(Beginning of SUPPLIED ENTRIES)
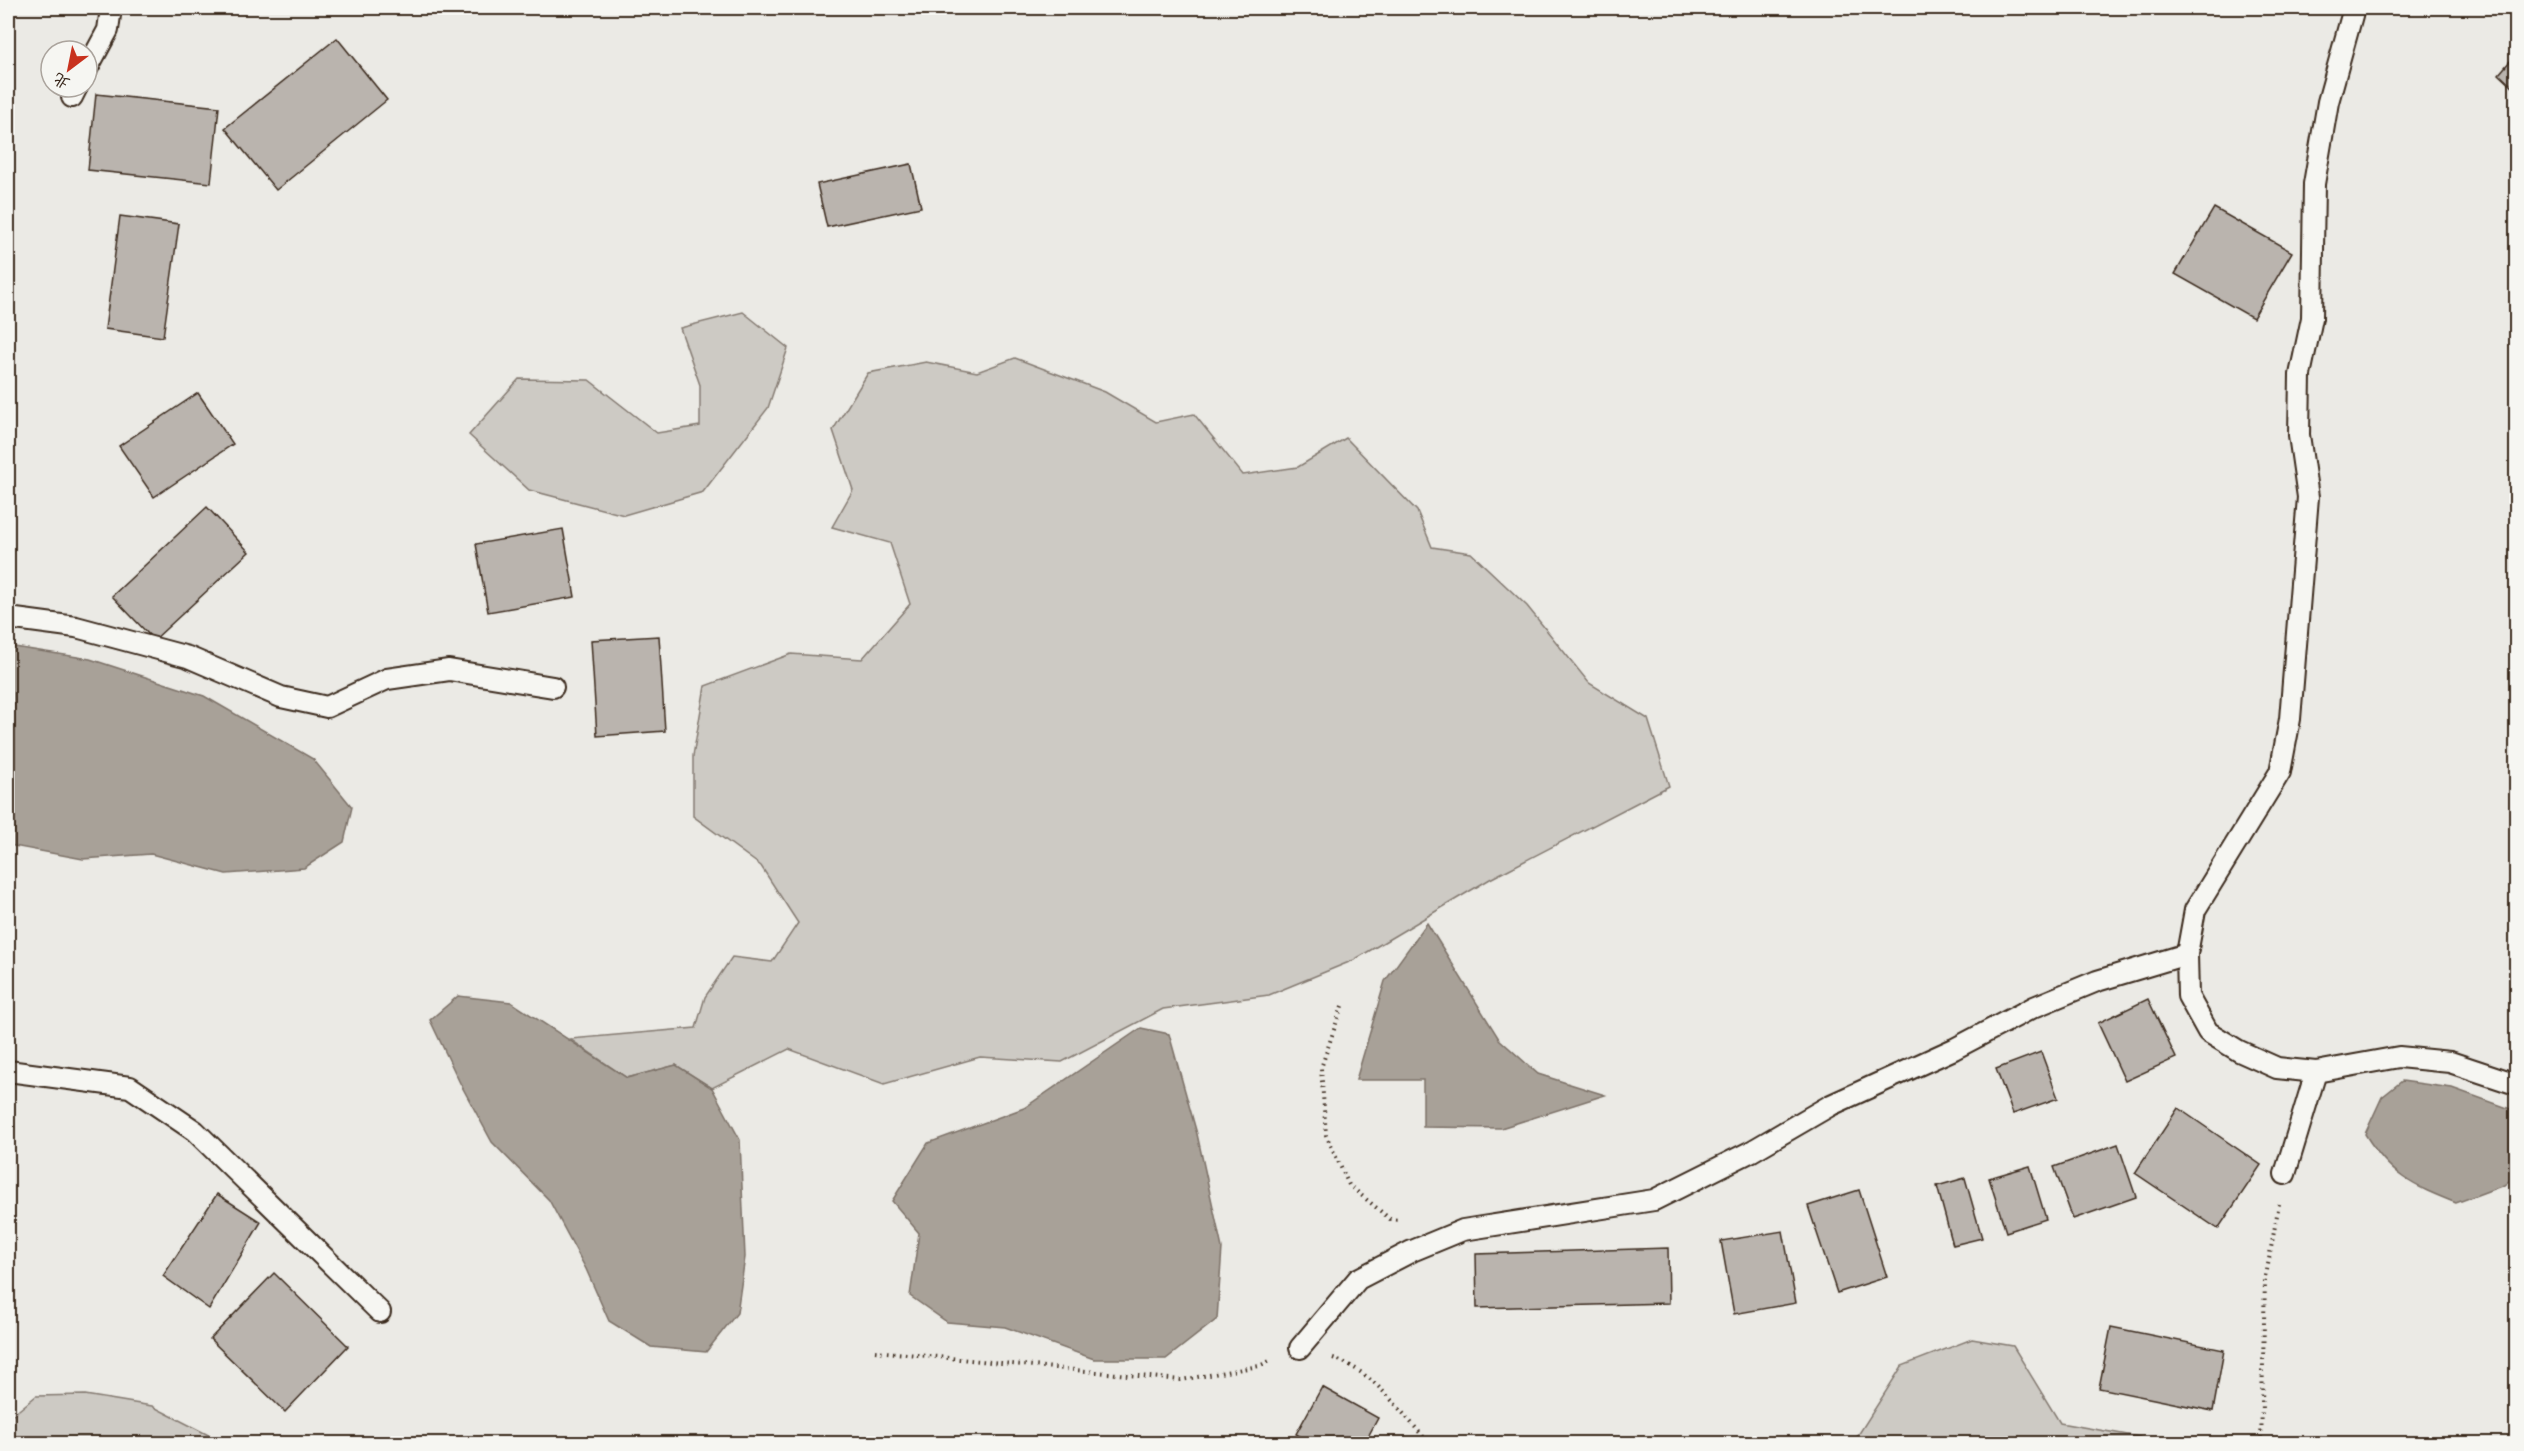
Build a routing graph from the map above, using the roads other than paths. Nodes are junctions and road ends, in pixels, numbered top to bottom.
1 (111, 8) edge
2 (2354, 8) edge
3 (99, 47) edge
4 (8, 618) edge
5 (553, 687) dead end
6 (2187, 954) junction
7 (8, 1071) edge
8 (2316, 1072) junction
9 (2517, 1084) edge
10 (2285, 1174) road end
11 (380, 1312) dead end
12 (1300, 1348) road end

1 - 3 lane
2 - 6 lane
4 - 5 lane
6 - 8 lane
6 - 12 lane
7 - 11 lane
8 - 9 lane
8 - 10 lane

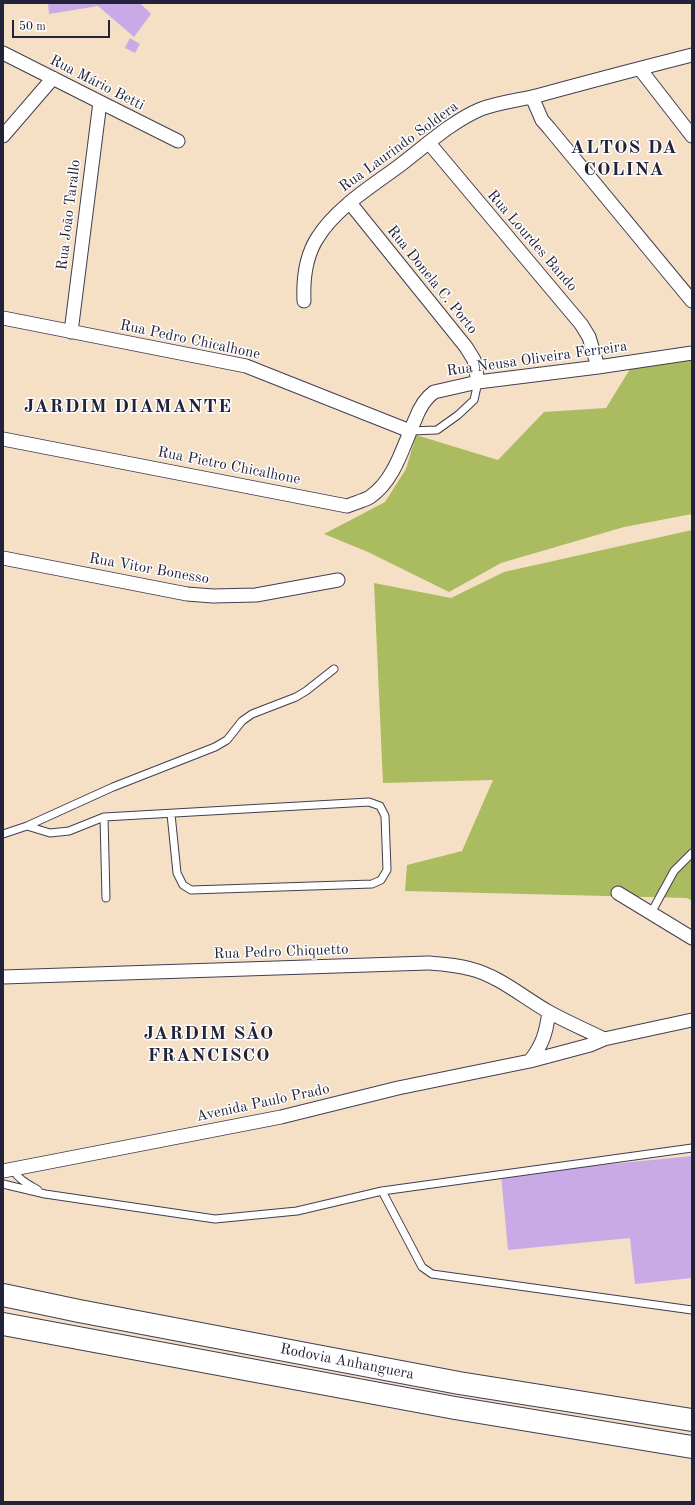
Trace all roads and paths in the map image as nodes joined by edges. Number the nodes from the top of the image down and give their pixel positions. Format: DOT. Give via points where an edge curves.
graph roads {
  1 [pos="3,52"];
  2 [pos="692,55"];
  3 [pos="640,69"];
  4 [pos="53,78"];
  5 [pos="532,97"];
  6 [pos="100,102"];
  7 [pos="3,136"];
  8 [pos="692,136"];
  9 [pos="178,141"];
  10 [pos="429,143"];
  11 [pos="350,203"];
  12 [pos="692,300"];
  13 [pos="304,301"];
  14 [pos="3,318"];
  15 [pos="71,332"];
  16 [pos="692,353"];
  17 [pos="598,367"];
  18 [pos="478,382"];
  19 [pos="410,431"];
  20 [pos="3,439"];
  21 [pos="3,558"];
  22 [pos="338,580"];
  23 [pos="334,669"];
  24 [pos="171,814"];
  25 [pos="104,817"];
  26 [pos="27,826"];
  27 [pos="3,834"];
  28 [pos="692,853"];
  29 [pos="618,893"];
  30 [pos="106,898"];
  31 [pos="651,913"];
  32 [pos="692,938"];
  33 [pos="3,977"];
  34 [pos="548,1012"];
  35 [pos="692,1020"];
  36 [pos="579,1026"];
  37 [pos="604,1039"];
  38 [pos="569,1050"];
  39 [pos="530,1061"];
  40 [pos="692,1148"];
  41 [pos="8,1170"];
  42 [pos="3,1184"];
  43 [pos="382,1191"];
  44 [pos="45,1194"];
  45 [pos="3,1295"];
  46 [pos="692,1310"];
  47 [pos="3,1324"];
  48 [pos="692,1420"];
  49 [pos="692,1447"];
  1 -- 4 [label="street, Rua Mário Betti"];
  2 -- 3 [label="street, Rua Laurindo Soldera"];
  3 -- 5 [label="street, Rua Laurindo Soldera"];
  3 -- 8 [label="street"];
  4 -- 6 [label="street, Rua Mário Betti"];
  4 -- 7 [label="street"];
  5 -- 10 [label="street, Rua Laurindo Soldera" via="494,105 473,113"];
  5 -- 12 [label="street" via="542,120"];
  6 -- 9 [label="street, Rua Mário Betti"];
  6 -- 15 [label="street, Rua João Tarallo"];
  10 -- 11 [label="street, Rua Laurindo Soldera"];
  10 -- 17 [label="street, Rua Lourdes Bando" via="581,324 589,337"];
  11 -- 13 [label="street, Rua Laurindo Soldera" via="317,237 305,271"];
  11 -- 18 [label="street, Rua Donela C. Porto" via="466,347 474,360"];
  14 -- 15 [label="street, Rua Pedro Chicalhone"];
  15 -- 19 [label="street, Rua Pedro Chicalhone" via="246,366"];
  16 -- 17 [label="street, Rua Neusa Oliveira Ferreira"];
  17 -- 18 [label="street, Rua Neusa Oliveira Ferreira"];
  18 -- 19 [label="street, Rua Neusa Oliveira Ferreira" via="440,390 428,396 420,407"];
  18 -- 19 [label="lane" via="474,400 458,415 437,430"];
  19 -- 20 [label="street, Rua Pietro Chicalhone" via="391,476 369,497 347,506"];
  21 -- 22 [label="street, Rua Vitor Bonesso" via="187,594 213,596 256,595"];
  23 -- 26 [label="lane" via="296,697 252,714 242,721 227,740 112,787"];
  24 -- 24 [label="lane" via="369,802 380,806 385,816 387,870 381,880 372,884 191,890 183,885 177,872"];
  24 -- 25 [label="lane"];
  25 -- 26 [label="lane" via="69,832 50,833"];
  25 -- 30 [label="lane"];
  26 -- 27 [label="lane"];
  28 -- 31 [label="lane" via="674,872"];
  29 -- 31 [label="street"];
  31 -- 32 [label="street"];
  33 -- 34 [label="street, Rua Pedro Chiquetto" via="428,963 472,969 513,989"];
  34 -- 36 [label="street, Rua Pedro Chiquetto"];
  34 -- 39 [label="street" via="545,1036"];
  35 -- 37 [label="street, Avenida Paulo Prado"];
  36 -- 37 [label="street, Rua Pedro Chiquetto"];
  36 -- 38 [label="street" via="578,1041"];
  37 -- 38 [label="street, Avenida Paulo Prado"];
  38 -- 39 [label="street, Avenida Paulo Prado"];
  39 -- 41 [label="street, Avenida Paulo Prado" via="398,1088 281,1117"];
  40 -- 43 [label="lane"];
  41 -- 44 [label="lane"];
  42 -- 44 [label="lane"];
  43 -- 44 [label="lane" via="297,1211 215,1219"];
  43 -- 46 [label="lane" via="422,1266 432,1274"];
  45 -- 48 [label="highway, Rodovia Anhanguera" via="444,1380"];
  47 -- 49 [label="highway, Rodovia Anhanguera" via="455,1408"];
}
(End of SUPPLIED ENTRIES)
■ YOUR INSTRUCTIONS: Please provide a faithful transcription of all the data, pictures excluded.

■ SOLVED EXERCISE:
Build a routing graph from the map above, using the roads other than paths. Nodes are junctions and road ends, in pixels, numbered top to bottom.
1 (111, 8) edge
2 (2354, 8) edge
3 (99, 47) edge
4 (8, 618) edge
5 (553, 687) dead end
6 (2187, 954) junction
7 (8, 1071) edge
8 (2316, 1072) junction
9 (2517, 1084) edge
10 (2285, 1174) road end
11 (380, 1312) dead end
12 (1300, 1348) road end

1 - 3 lane
2 - 6 lane
4 - 5 lane
6 - 8 lane
6 - 12 lane
7 - 11 lane
8 - 9 lane
8 - 10 lane

Trace all roads and paths in the map image as nodes joined by edges. Number the nodes from the top of the image down and give their pixel positions. Format: DOT. Give via points where an edge curves.
graph roads {
  1 [pos="3,52"];
  2 [pos="692,55"];
  3 [pos="640,69"];
  4 [pos="53,78"];
  5 [pos="532,97"];
  6 [pos="100,102"];
  7 [pos="3,136"];
  8 [pos="692,136"];
  9 [pos="178,141"];
  10 [pos="429,143"];
  11 [pos="350,203"];
  12 [pos="692,300"];
  13 [pos="304,301"];
  14 [pos="3,318"];
  15 [pos="71,332"];
  16 [pos="692,353"];
  17 [pos="598,367"];
  18 [pos="478,382"];
  19 [pos="410,431"];
  20 [pos="3,439"];
  21 [pos="3,558"];
  22 [pos="338,580"];
  23 [pos="334,669"];
  24 [pos="171,814"];
  25 [pos="104,817"];
  26 [pos="27,826"];
  27 [pos="3,834"];
  28 [pos="692,853"];
  29 [pos="618,893"];
  30 [pos="106,898"];
  31 [pos="651,913"];
  32 [pos="692,938"];
  33 [pos="3,977"];
  34 [pos="548,1012"];
  35 [pos="692,1020"];
  36 [pos="579,1026"];
  37 [pos="604,1039"];
  38 [pos="569,1050"];
  39 [pos="530,1061"];
  40 [pos="692,1148"];
  41 [pos="8,1170"];
  42 [pos="3,1184"];
  43 [pos="382,1191"];
  44 [pos="45,1194"];
  45 [pos="3,1295"];
  46 [pos="692,1310"];
  47 [pos="3,1324"];
  48 [pos="692,1420"];
  49 [pos="692,1447"];
  1 -- 4 [label="street, Rua Mário Betti"];
  2 -- 3 [label="street, Rua Laurindo Soldera"];
  3 -- 5 [label="street, Rua Laurindo Soldera"];
  3 -- 8 [label="street"];
  4 -- 6 [label="street, Rua Mário Betti"];
  4 -- 7 [label="street"];
  5 -- 10 [label="street, Rua Laurindo Soldera" via="494,105 473,113"];
  5 -- 12 [label="street" via="542,120"];
  6 -- 9 [label="street, Rua Mário Betti"];
  6 -- 15 [label="street, Rua João Tarallo"];
  10 -- 11 [label="street, Rua Laurindo Soldera"];
  10 -- 17 [label="street, Rua Lourdes Bando" via="581,324 589,337"];
  11 -- 13 [label="street, Rua Laurindo Soldera" via="317,237 305,271"];
  11 -- 18 [label="street, Rua Donela C. Porto" via="466,347 474,360"];
  14 -- 15 [label="street, Rua Pedro Chicalhone"];
  15 -- 19 [label="street, Rua Pedro Chicalhone" via="246,366"];
  16 -- 17 [label="street, Rua Neusa Oliveira Ferreira"];
  17 -- 18 [label="street, Rua Neusa Oliveira Ferreira"];
  18 -- 19 [label="street, Rua Neusa Oliveira Ferreira" via="440,390 428,396 420,407"];
  18 -- 19 [label="lane" via="474,400 458,415 437,430"];
  19 -- 20 [label="street, Rua Pietro Chicalhone" via="391,476 369,497 347,506"];
  21 -- 22 [label="street, Rua Vitor Bonesso" via="187,594 213,596 256,595"];
  23 -- 26 [label="lane" via="296,697 252,714 242,721 227,740 112,787"];
  24 -- 24 [label="lane" via="369,802 380,806 385,816 387,870 381,880 372,884 191,890 183,885 177,872"];
  24 -- 25 [label="lane"];
  25 -- 26 [label="lane" via="69,832 50,833"];
  25 -- 30 [label="lane"];
  26 -- 27 [label="lane"];
  28 -- 31 [label="lane" via="674,872"];
  29 -- 31 [label="street"];
  31 -- 32 [label="street"];
  33 -- 34 [label="street, Rua Pedro Chiquetto" via="428,963 472,969 513,989"];
  34 -- 36 [label="street, Rua Pedro Chiquetto"];
  34 -- 39 [label="street" via="545,1036"];
  35 -- 37 [label="street, Avenida Paulo Prado"];
  36 -- 37 [label="street, Rua Pedro Chiquetto"];
  36 -- 38 [label="street" via="578,1041"];
  37 -- 38 [label="street, Avenida Paulo Prado"];
  38 -- 39 [label="street, Avenida Paulo Prado"];
  39 -- 41 [label="street, Avenida Paulo Prado" via="398,1088 281,1117"];
  40 -- 43 [label="lane"];
  41 -- 44 [label="lane"];
  42 -- 44 [label="lane"];
  43 -- 44 [label="lane" via="297,1211 215,1219"];
  43 -- 46 [label="lane" via="422,1266 432,1274"];
  45 -- 48 [label="highway, Rodovia Anhanguera" via="444,1380"];
  47 -- 49 [label="highway, Rodovia Anhanguera" via="455,1408"];
}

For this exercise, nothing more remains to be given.